It had happened two years earlier, after an informant bought less than a gram of marijuana from Antoine Bryant. Police broke open Bryant’s door with a battering ram, shattering the glass. Three children sleeping inside were startled awake.
Police found no cache of drugs, but they did find a pistol Bryant wasn’t supposed to have.
By the time Nordstrom asked a judge to toss out the evidence against Bryant, a year had passed since the fatal police shooting of Breonna Taylor during a no-knock raid in Louisville, Kentucky. Taylor’s death and the tactic that led to it had caused widespread outrage.
It was time, Nordstrom said, for similar scrutiny of how these warrants were used in Greenville, the Mississippi Delta’s largest city.
She had learned that most search warrants issued in Greenville were no-knock warrants, which allow law enforcement to barge into someone’s home unannounced. She suspected that many of those raids violated the Fourth Amendment’s protection against unreasonable searches.
“When I saw that they had orchestrated a confidential informant to purchase $10 worth of marijuana, and based on that went and asked for a no-knock search warrant — that, to me, was really egregious,” Nordstrom said. “That’s not what the Fourth Amendment is for. That’s not what our government is supposed to do.”
She faced a major obstacle. Though she had the search warrant for Bryant’s home, she couldn’t find records for most other raids in the city. The search warrants and supporting documents weren’t at the courthouse, even though the state Supreme Court’s rules require law enforcement to return warrants to the court.
Instead they were at the Greenville Police Department, hidden from view because law enforcement agencies, unlike the courts, can claim a broad public records exemption over records in their possession.
Greenville isn’t the only place in Mississippi where many search warrant records are inappropriately off-limits to the public. An investigation by the Northeast Mississippi Daily Journal and ProPublica has found that almost two-thirds of Mississippi’s county-level justice courts prevent access to some or all search warrants and related documents. So do municipal courts in at least five of the state’s 10 largest cities, including Jackson, the capital.
Justice courts handle misdemeanor crimes, small civil cases and, often, search warrants. The judges who preside over these courtrooms are similar to justices of the peace in other states and are not required to have a law degree.
Some of those courts violate state rules by failing to require law enforcement to return search warrants and related documents. Other courts do keep search warrant records but won’t let the public see them, defying well-established jurisprudence about the availability of court records.

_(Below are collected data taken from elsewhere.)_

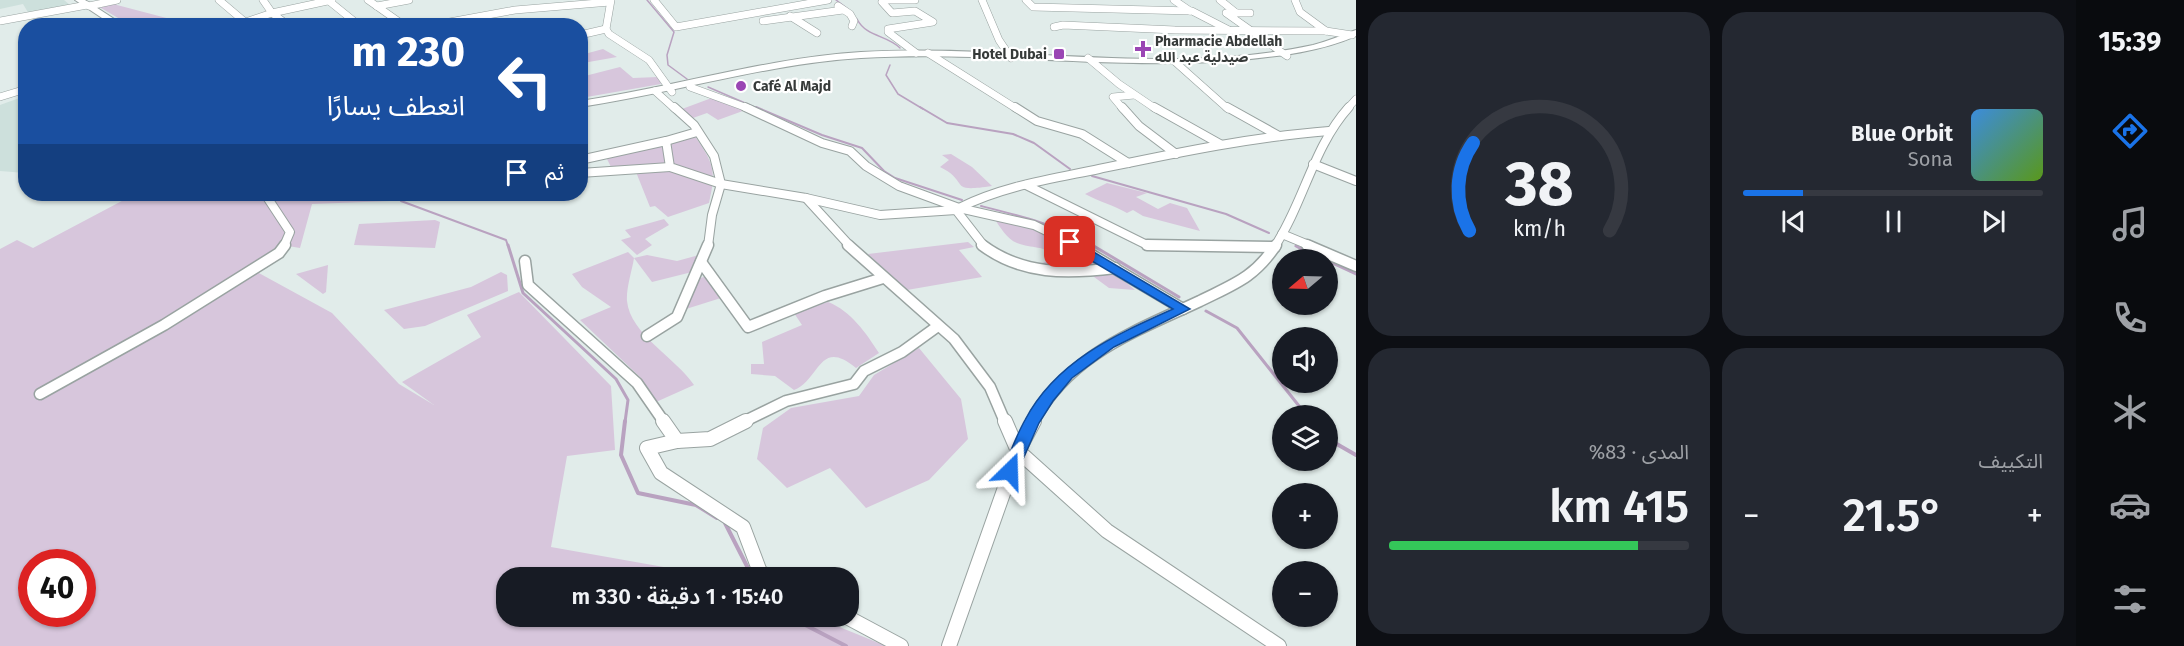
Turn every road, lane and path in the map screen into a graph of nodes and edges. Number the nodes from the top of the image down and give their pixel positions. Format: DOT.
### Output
graph roads {
  1 [pos="69,0"];
  2 [pos="117,0"];
  3 [pos="219,0"];
  4 [pos="263,0"];
  5 [pos="287,0"];
  6 [pos="330,0"];
  7 [pos="368,0"];
  8 [pos="409,0"];
  9 [pos="654,0"];
  10 [pos="829,0"];
  11 [pos="915,0"];
  12 [pos="982,0"];
  13 [pos="1026,0"];
  14 [pos="1174,0"];
  15 [pos="1220,0"];
  16 [pos="1295,0"];
  17 [pos="610,1"];
  18 [pos="884,1"];
  19 [pos="83,4"];
  20 [pos="510,5"];
  21 [pos="377,6"];
  22 [pos="293,8"];
  23 [pos="777,9"];
  24 [pos="1089,9"];
  25 [pos="517,10"];
  26 [pos="843,10"];
  27 [pos="1119,10"];
  28 [pos="1133,11"];
  29 [pos="1190,11"];
  30 [pos="1235,12"];
  31 [pos="272,13"];
  32 [pos="1250,13"];
  33 [pos="791,17"];
  34 [pos="1140,17"];
  35 [pos="100,18"];
  36 [pos="107,18"];
  37 [pos="240,18"];
  38 [pos="257,18"];
  39 [pos="279,18"];
  40 [pos="351,18"];
  41 [pos="394,18"];
  42 [pos="472,18"];
  43 [pos="0,21"];
  44 [pos="763,21"];
  45 [pos="1146,23"];
  46 [pos="852,26"];
  47 [pos="1090,26"];
  48 [pos="1054,27"];
  49 [pos="1129,28"];
  50 [pos="606,29"];
  51 [pos="1153,29"];
  52 [pos="1229,30"];
  53 [pos="1246,30"];
  54 [pos="1326,31"];
  55 [pos="588,33"];
  56 [pos="817,33"];
  57 [pos="1355,36"];
  58 [pos="916,53"];
  59 [pos="930,54"];
  60 [pos="1285,54"];
  61 [pos="1010,57"];
  62 [pos="1090,60"];
  63 [pos="812,61"];
  64 [pos="1174,62"];
  65 [pos="690,87"];
  66 [pos="671,90"];
  67 [pos="18,91"];
  68 [pos="657,93"];
  69 [pos="1135,95"];
  70 [pos="0,96"];
  71 [pos="1356,99"];
  72 [pos="588,105"];
  73 [pos="1329,131"];
  74 [pos="697,132"];
  75 [pos="1279,136"];
  76 [pos="666,141"];
  77 [pos="1220,144"];
  78 [pos="1176,154"];
  79 [pos="588,158"];
  80 [pos="1128,163"];
  81 [pos="1313,164"];
  82 [pos="670,167"];
  83 [pos="588,172"];
  84 [pos="1356,181"];
  85 [pos="721,184"];
  86 [pos="1026,184"];
  87 [pos="806,198"];
  88 [pos="270,201"];
  89 [pos="957,209"];
  90 [pos="1282,234"];
  91 [pos="1275,247"];
  92 [pos="525,261"];
  93 [pos="701,262"];
  94 [pos="1354,264"];
  95 [pos="1115,268"];
  96 [pos="883,278"];
  97 [pos="1183,309"];
  98 [pos="938,326"];
  99 [pos="647,336"];
  100 [pos="40,394"];
  101 [pos="677,441"];
  102 [pos="1018,451"];
  103 [pos="758,567"];
  104 [pos="859,624"];
  105 [pos="901,646"];
  106 [pos="950,646"];
  107 [pos="1279,646"];
  1 -- 19 [label="highway"];
  2 -- 19 [label="street"];
  3 -- 37 [label="street"];
  4 -- 31 [label="street"];
  5 -- 22 [label="street"];
  6 -- 22 [label="street"];
  6 -- 40 [label="street"];
  7 -- 21 [label="street"];
  8 -- 21 [label="street"];
  9 -- 23 [label="street"];
  10 -- 23 [label="street"];
  10 -- 26 [label="street"];
  11 -- 18 [label="street"];
  12 -- 61 [label="street"];
  13 -- 24 [label="street"];
  14 -- 29 [label="street"];
  15 -- 30 [label="street"];
  16 -- 54 [label="street"];
  17 -- 25 [label="street"];
  17 -- 50 [label="street"];
  18 -- 58 [label="street"];
  19 -- 35 [label="highway"];
  19 -- 36 [label="highway"];
  19 -- 43 [label="street"];
  20 -- 25 [label="street"];
  21 -- 41 [label="street"];
  22 -- 31 [label="street"];
  23 -- 33 [label="street"];
  24 -- 27 [label="street"];
  24 -- 47 [label="street"];
  25 -- 42 [label="street"];
  26 -- 33 [label="street"];
  26 -- 46 [label="street"];
  27 -- 28 [label="street"];
  27 -- 49 [label="street"];
  28 -- 29 [label="street"];
  28 -- 34 [label="street"];
  29 -- 52 [label="street"];
  30 -- 32 [label="street"];
  30 -- 53 [label="street"];
  31 -- 38 [label="street"];
  31 -- 39 [label="street"];
  33 -- 44 [label="street"];
  33 -- 56 [label="street"];
  45 -- 51 [label="street"];
  47 -- 48 [label="street"];
  47 -- 49 [label="street"];
  49 -- 51 [label="street"];
  50 -- 55 [label="street"];
  50 -- 66 [label="street"];
  51 -- 52 [label="street"];
  52 -- 53 [label="street"];
  53 -- 54 [label="street"];
  53 -- 60 [label="street"];
  54 -- 57 [label="street"];
  57 -- 60 [label="highway"];
  58 -- 59 [label="highway"];
  58 -- 63 [label="highway"];
  59 -- 61 [label="highway"];
  59 -- 63 [label="highway"];
  59 -- 80 [label="street"];
  60 -- 64 [label="highway"];
  61 -- 62 [label="highway"];
  62 -- 64 [label="highway"];
  62 -- 69 [label="street"];
  63 -- 65 [label="highway"];
  63 -- 66 [label="highway"];
  64 -- 75 [label="street"];
  65 -- 66 [label="highway"];
  65 -- 89 [label="street"];
  66 -- 68 [label="highway"];
  67 -- 70 [label="street"];
  68 -- 72 [label="highway"];
  68 -- 74 [label="street"];
  69 -- 77 [label="street"];
  69 -- 78 [label="street"];
  71 -- 73 [label="street"];
  73 -- 75 [label="street"];
  73 -- 81 [label="street"];
  74 -- 76 [label="street"];
  74 -- 85 [label="street"];
  75 -- 77 [label="street"];
  76 -- 79 [label="street"];
  76 -- 82 [label="street"];
  77 -- 78 [label="street"];
  78 -- 80 [label="street"];
  80 -- 86 [label="street"];
  81 -- 84 [label="street"];
  81 -- 90 [label="street"];
  82 -- 83 [label="street"];
  82 -- 85 [label="street"];
  85 -- 87 [label="street"];
  85 -- 93 [label="street"];
  86 -- 89 [label="street"];
  86 -- 91 [label="street"];
  87 -- 89 [label="street"];
  87 -- 96 [label="street"];
  88 -- 100 [label="street"];
  89 -- 95 [label="street"];
  89 -- 95 [label="street"];
  90 -- 91 [label="street"];
  90 -- 94 [label="street"];
  91 -- 97 [label="street"];
  92 -- 101 [label="street"];
  93 -- 96 [label="street"];
  93 -- 99 [label="street"];
  95 -- 97 [label="street"];
  96 -- 98 [label="street"];
  97 -- 102 [label="street"];
  98 -- 101 [label="street"];
  98 -- 102 [label="street"];
  101 -- 103 [label="street"];
  102 -- 106 [label="street"];
  102 -- 107 [label="street"];
  104 -- 105 [label="street"];
}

The independence and integrity of the judicial branch of government requires openness, said William Waller Jr., a retired chief justice of the Mississippi Supreme Court.
“You should have transparency,” said Waller, who helped write the rules of criminal procedure that some courts are violating. “After it’s been executed, the search warrant should be returned to a judicial officer and that should be a part of the files and available for public inspection.”
The U.S. Supreme Court has long recognized the public’s right to view court records, though it hasn’t ruled on the accessibility of search warrants in particular. Although federal appeals courts agree the public generally can view search warrants at some point in the legal process, they disagree on when those records become public. Because of those differing rulings, plus poor record-keeping and orders that seal the documents, it’s often hard to get access to warrants. Similar issues exist in many state courts.
Even against this landscape, legal experts say recordkeeping and access problems in Mississippi’s justice courts are extreme.
“It would be very, very atypical to have a jurisdiction where you never see any warrant materials,” said Katie Townsend, legal director for the Reporters Committee for Freedom of the Press. “That’s just not how it works.”
After Taylor’s killing, which occurred as police tried to enter her apartment to search for drugs they believed had been hidden there by a former boyfriend, activists called for bans on no-knock raids. But researchers and academics have little data about how often and why police use no-knock warrants.
Limited access to court records is part of the problem. A recent Washington Post effort to identify how many people have been killed in recent years during the execution of no-knock search warrants was hampered by sealed, missing or otherwise secret records.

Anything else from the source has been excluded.